I knew a woman that married a Polish national in exchange for, as I recall, a couple thousand dollars with the understanding they’d later divorce. He promptly disappeared, no contact information at all, and she had doubts about the actual spelling of his name. It was a big secret. We were casually seeing each other at the time and I wound up being a +1 to a wedding for her cousin. Before we got there, she said to not tell any relatives (such as her parents) about the marriage, they didn’t know.
It also would mean extra hassle in case she’d ever want to remarry. I think you can divorce based on abandonment but it wasnt what she signed up for. And there’s always that worry that he signs up for a joint account or loans or something.
Say I meet a woman, we hit it off, I fall in love, get married, I sponsor her citizenship, and once she gets it and waits the requisite period of time, she files for divorce. It was fraud on her part from the get go, but I really was in love, and didn’t know her intent.
My initial thought was that there’s no niece, but the co-worker is the one being scammed (and the OP may end up being collateral damage).
The story just kinda sounds like something he was told to say. Like the people buying hundreds of dollars of iTunes cards and nervously telling the cashier they’re a wedding present for someone.
I’d bet it’s a seduction angle…“date” is often equivalent to “have sex with.” If she can sleep with you, she can get pregnant and if that child is born here, s/he is an American citizen. Maybe they aren’t going for an outright victory but rather, a delaying tactic?

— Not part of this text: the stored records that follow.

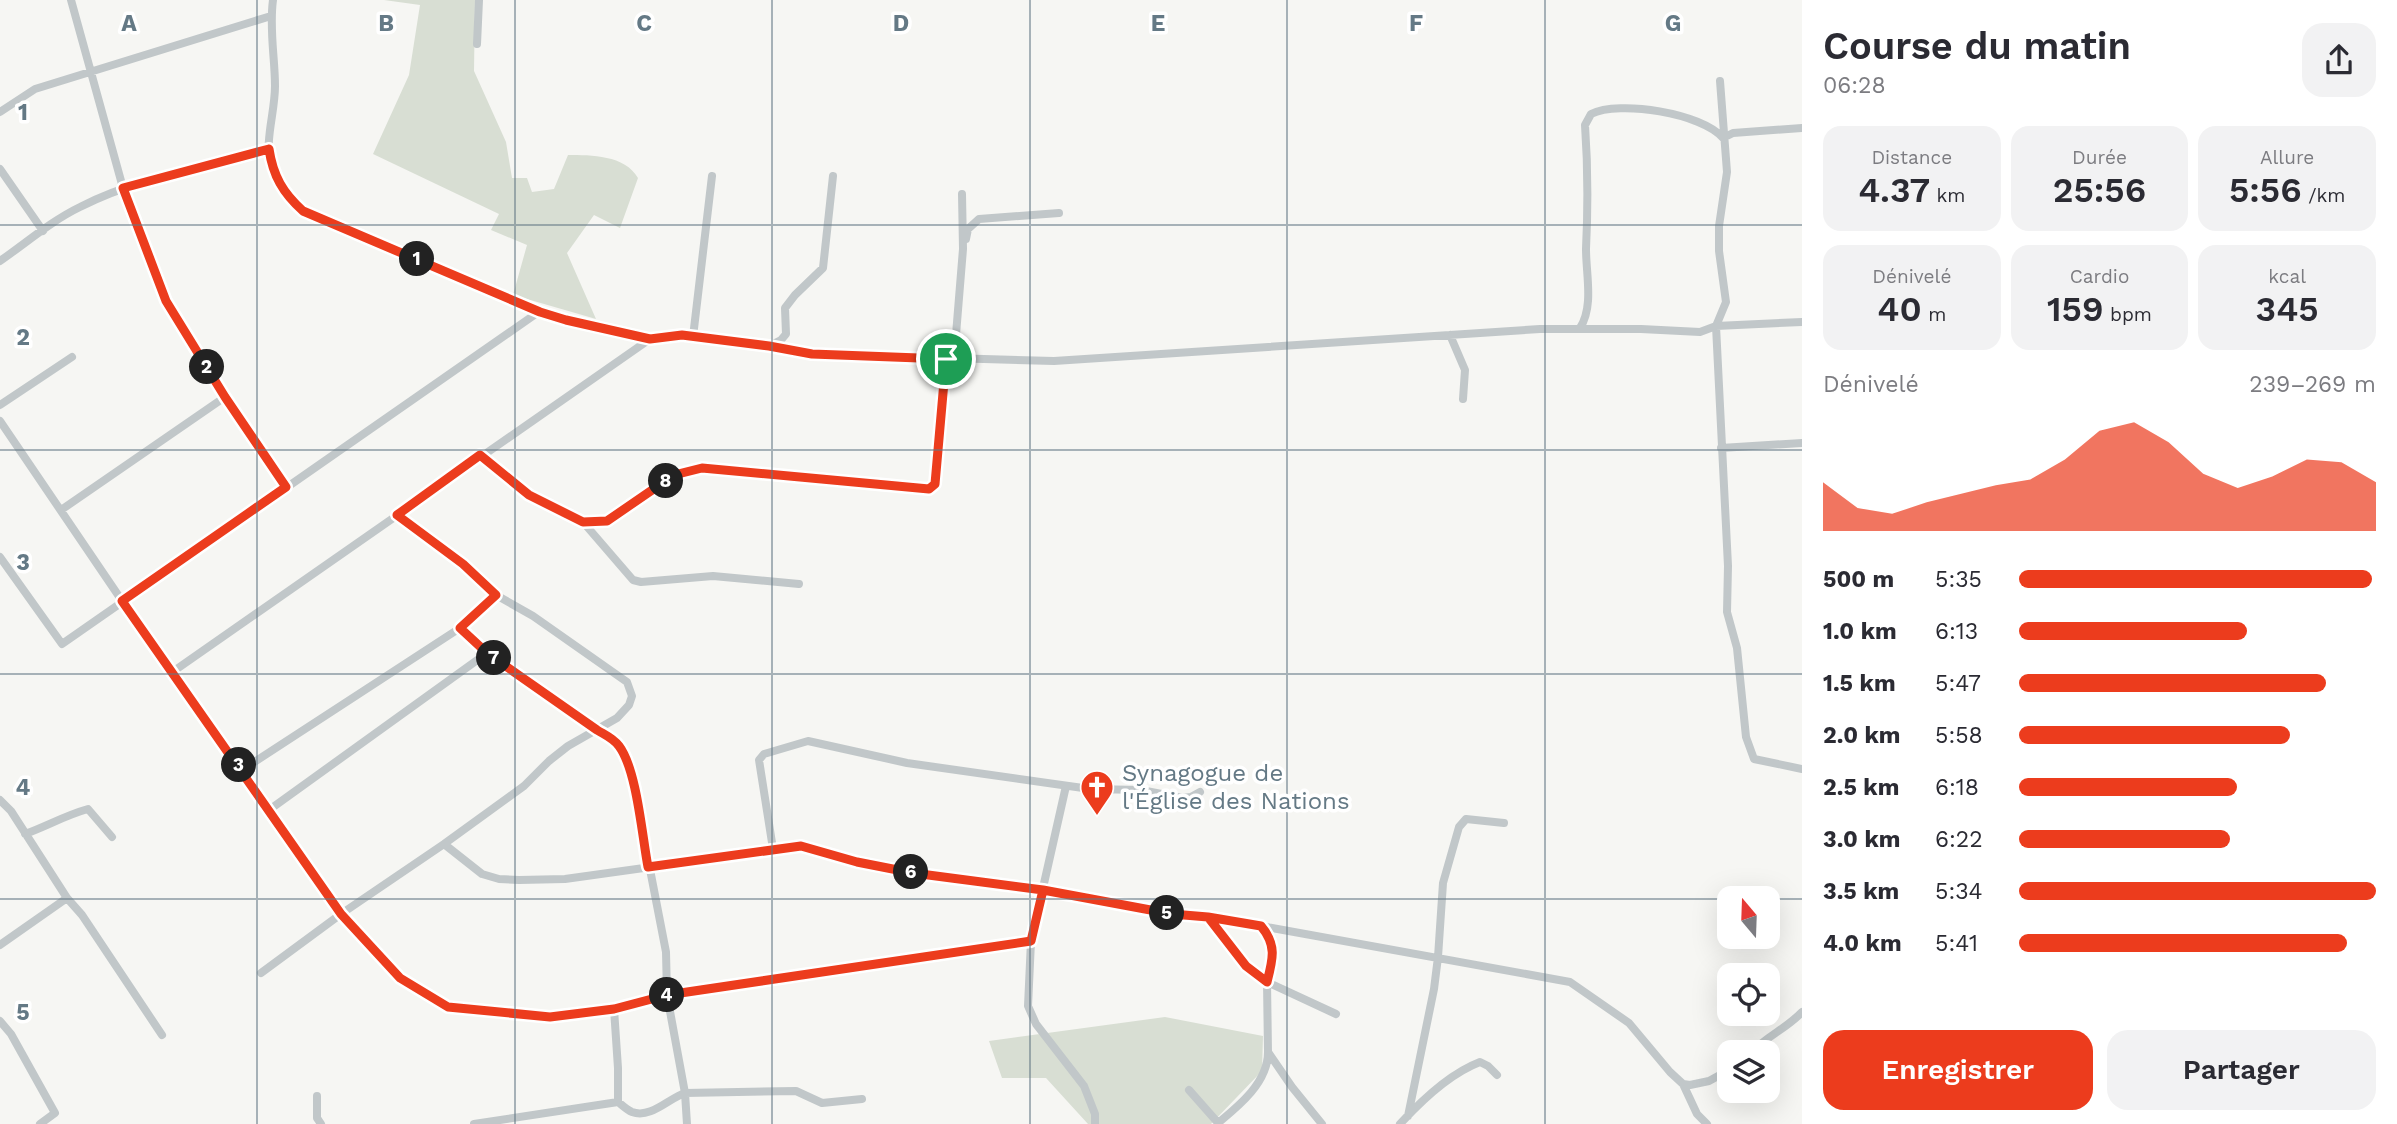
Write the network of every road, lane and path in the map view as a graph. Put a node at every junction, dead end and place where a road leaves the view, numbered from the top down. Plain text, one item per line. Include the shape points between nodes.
1 (71, 0) edge
2 (273, 0) edge
3 (479, 0) edge
4 (271, 16) junction
5 (477, 44) dead end
6 (91, 70) junction
7 (1720, 82) dead end
8 (0, 112) edge
9 (1802, 128) edge
10 (1723, 138) junction
11 (269, 149) junction
12 (0, 169) edge
13 (712, 176) dead end
14 (832, 176) dead end
15 (123, 188) junction
16 (962, 194) dead end
17 (1059, 213) dead end
18 (43, 231) junction
19 (964, 249) junction
20 (0, 261) edge
21 (540, 312) junction
22 (1802, 322) edge
23 (1716, 326) junction
24 (1580, 328) junction
25 (1450, 335) junction
26 (693, 337) junction
27 (650, 339) junction
28 (769, 346) junction
29 (72, 357) dead end
30 (950, 359) junction
31 (225, 397) junction
32 (1463, 399) dead end
33 (0, 405) edge
34 (0, 421) edge
35 (1802, 443) edge
36 (1721, 448) junction
37 (480, 455) junction
38 (286, 487) junction
39 (61, 510) junction
40 (397, 515) junction
41 (583, 522) junction
42 (0, 556) edge
43 (799, 584) dead end
44 (496, 595) junction
45 (122, 601) junction
46 (460, 628) junction
47 (487, 653) junction
48 (172, 673) junction
49 (597, 730) junction
50 (1802, 769) edge
51 (242, 770) junction
52 (1066, 786) junction
53 (1200, 792) dead end
54 (0, 800) edge
55 (269, 810) junction
56 (1504, 823) dead end
57 (25, 834) junction
58 (112, 837) dead end
59 (444, 844) junction
60 (773, 849) junction
61 (648, 867) junction
62 (1043, 890) junction
63 (67, 898) junction
64 (341, 914) junction
65 (1208, 917) junction
66 (1261, 926) junction
67 (1031, 941) junction
68 (0, 945) edge
69 (1438, 957) junction
70 (261, 973) dead end
71 (1267, 982) junction
72 (667, 995) junction
73 (614, 1009) junction
74 (1802, 1013) edge
75 (1336, 1014) dead end
76 (0, 1021) edge
77 (162, 1035) dead end
78 (1763, 1040) edge
79 (1268, 1052) junction
80 (1497, 1075) dead end
81 (1717, 1077) edge
82 (1684, 1084) junction
83 (1189, 1090) dead end
84 (685, 1093) junction
85 (317, 1096) dead end
86 (862, 1099) dead end
87 (618, 1102) junction
88 (1408, 1116) junction
89 (40, 1124) edge
90 (321, 1124) edge
91 (474, 1124) edge
92 (687, 1124) edge
93 (1095, 1124) edge
94 (1219, 1124) edge
95 (1322, 1124) edge
96 (1400, 1124) edge
97 (1707, 1124) edge

1 - 6 street
2 - 4 street
3 - 5 street
4 - 6 street
4 - 11 street via 275,88
6 - 8 street via 35,89
6 - 15 street
7 - 10 street
9 - 10 street via 1733,133
10 - 23 street via 1727,172 1719,251 1726,302
10 - 24 street via 1708,125 1671,113 1614,108 1587,117 1588,316
11 - 15 street
11 - 21 street via 280,185 303,211
12 - 18 street
13 - 26 street
14 - 28 street via 823,268 785,308 786,334
15 - 18 street via 77,208
15 - 31 street via 166,301
16 - 19 street
17 - 19 street via 979,219 968,229
18 - 20 street
19 - 30 street
21 - 27 street
21 - 38 street
22 - 23 street
23 - 24 street via 1700,332
23 - 36 street
24 - 25 street
25 - 30 street via 1054,361
25 - 32 street via 1465,370
26 - 27 street
26 - 28 street
27 - 37 street
28 - 30 street via 812,354
29 - 33 street
30 - 41 street via 933,488 702,468 674,475 607,521
31 - 38 street
31 - 39 street
34 - 39 street
35 - 36 street
36 - 50 street via 1727,612 1737,648 1749,751 1754,759
37 - 40 street
37 - 41 street via 529,495
38 - 45 street
39 - 45 street
40 - 44 street
40 - 48 street
41 - 43 street via 633,580 713,576
42 - 45 street via 62,644
44 - 46 street
44 - 49 street via 628,682 629,705
45 - 48 street
46 - 47 street
46 - 51 street
47 - 49 street
47 - 55 street
48 - 51 street
49 - 59 street via 568,746 524,786
49 - 61 street via 621,748 628,765
51 - 55 street
52 - 53 street via 1141,790 1182,798
52 - 60 street via 907,763 808,741 764,754 759,760
52 - 62 street
54 - 57 street
55 - 64 street
56 - 69 street via 1466,819 1460,827 1443,883
57 - 58 street via 88,809
57 - 63 street
59 - 61 street via 482,874 499,879 565,879
59 - 64 street
60 - 61 street
60 - 62 street via 801,846 913,873
61 - 72 street via 666,952
62 - 65 street
62 - 67 street
63 - 68 street
63 - 77 street
64 - 70 street
64 - 73 street via 400,978 448,1007 550,1017
65 - 66 street
65 - 71 street via 1246,966
66 - 69 street
66 - 71 street via 1271,939 1273,961
67 - 72 street
67 - 93 street via 1028,1006 1036,1024 1084,1086
69 - 82 street via 1570,982 1629,1023
69 - 88 street
71 - 75 street
71 - 79 street
72 - 73 street
72 - 84 street
73 - 87 street
74 - 78 street
76 - 89 street via 55,1113
79 - 94 street via 1262,1079
79 - 95 street
80 - 88 street via 1480,1062 1472,1065
81 - 82 street
82 - 97 street via 1697,1114
83 - 94 street
84 - 86 street via 796,1091 822,1102
84 - 87 street via 645,1112 632,1112
84 - 92 street
85 - 90 street
87 - 91 street
88 - 96 street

Of course, but also: anybody could father the child and she could claim it belongs to the OP.
Wasn’t that how it went in the TV series “Taxi” when Latka and Simka went to INS?
For a conviction, they’d need to prove intent beyond a reasonable doubt. Difficult to do if you genuinely didn’t have intent, although the fraud-perpetrating immigrant might cut a deal to testify against you in exchange for leniency.
A paternity test would quickly put the lie to this.
IANAD but quite possibly true. Desperate people will bluff, however…and if OP did have sex with her it’s possible he would be the father. If the people are willing to lie to the government of course they’ll lie to the OP—I wouldn’t try outfoxing them.
Interesting that they haven’t said what’s in it for the OP. It’s best to avoid the whole thing, I’d say.